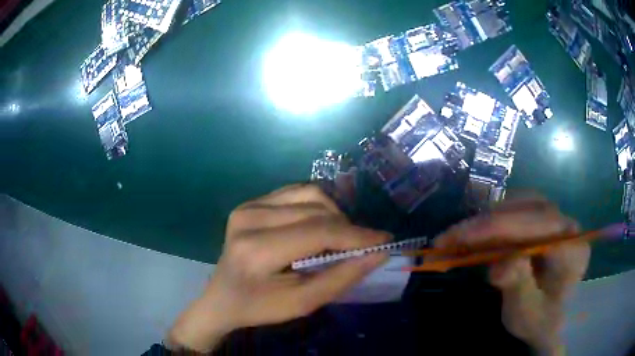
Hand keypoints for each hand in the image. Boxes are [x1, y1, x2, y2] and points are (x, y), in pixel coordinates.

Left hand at [168, 184, 390, 351]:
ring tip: (339, 238)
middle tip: (362, 247)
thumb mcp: (302, 303)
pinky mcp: (250, 202)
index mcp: (257, 250)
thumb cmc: (259, 307)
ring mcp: (248, 206)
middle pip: (316, 210)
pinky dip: (316, 207)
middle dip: (348, 228)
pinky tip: (317, 226)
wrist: (223, 298)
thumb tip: (377, 253)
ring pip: (309, 195)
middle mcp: (250, 219)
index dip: (356, 235)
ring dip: (333, 214)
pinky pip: (296, 193)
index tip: (385, 239)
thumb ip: (341, 278)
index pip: (318, 232)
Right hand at [433, 195, 589, 354]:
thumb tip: (500, 264)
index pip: (537, 227)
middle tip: (449, 238)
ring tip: (460, 238)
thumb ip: (519, 288)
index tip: (458, 240)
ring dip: (488, 219)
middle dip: (486, 222)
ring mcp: (558, 221)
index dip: (497, 229)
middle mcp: (568, 226)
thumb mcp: (527, 315)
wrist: (551, 320)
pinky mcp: (546, 222)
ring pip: (522, 203)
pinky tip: (477, 235)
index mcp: (573, 250)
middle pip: (528, 208)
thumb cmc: (540, 321)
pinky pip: (519, 210)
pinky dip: (494, 221)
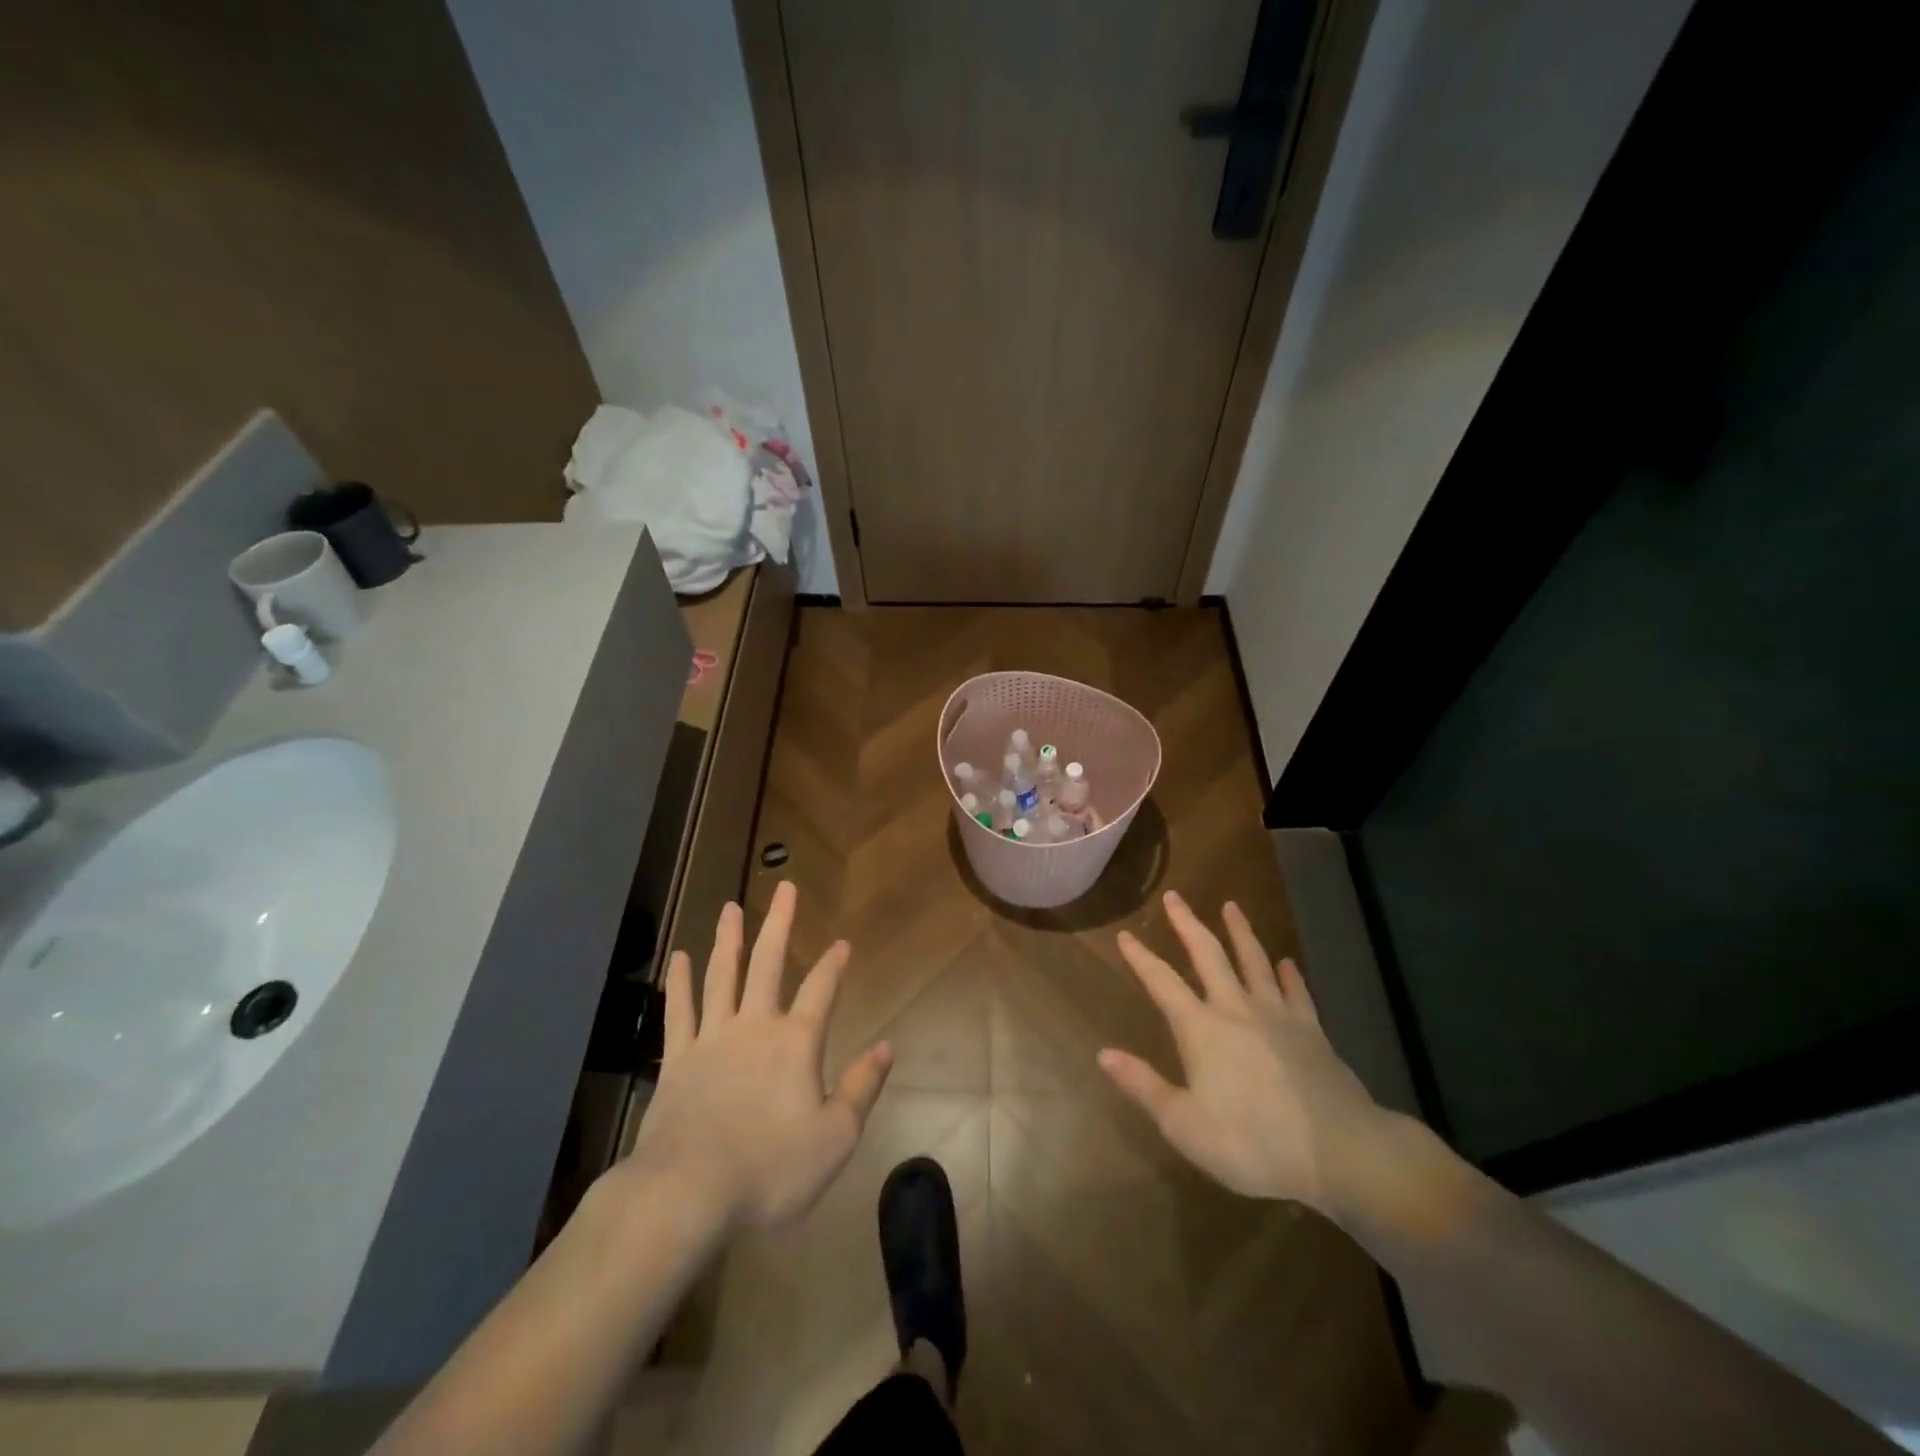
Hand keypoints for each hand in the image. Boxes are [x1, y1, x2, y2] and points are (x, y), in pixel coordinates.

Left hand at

_Assignment:_
Only the lines from the line that contains "wrist: (551, 320)" through the end of the entries are to be written out, exactly and without pictures, both ends included.

_Finished task:_
wrist: (551, 320)
pinky mcp: (546, 222)
ring pip: (522, 203)
pinky tip: (477, 235)
index mcp: (573, 250)
middle pip: (528, 208)
thumb cmc: (540, 321)
pinky pip: (519, 210)
pinky dip: (494, 221)
Hand keypoints for each hand in the image. Boxes are [x1, y1, x2, y2] and points are (x, y), in pixel coordinates.

Left hand at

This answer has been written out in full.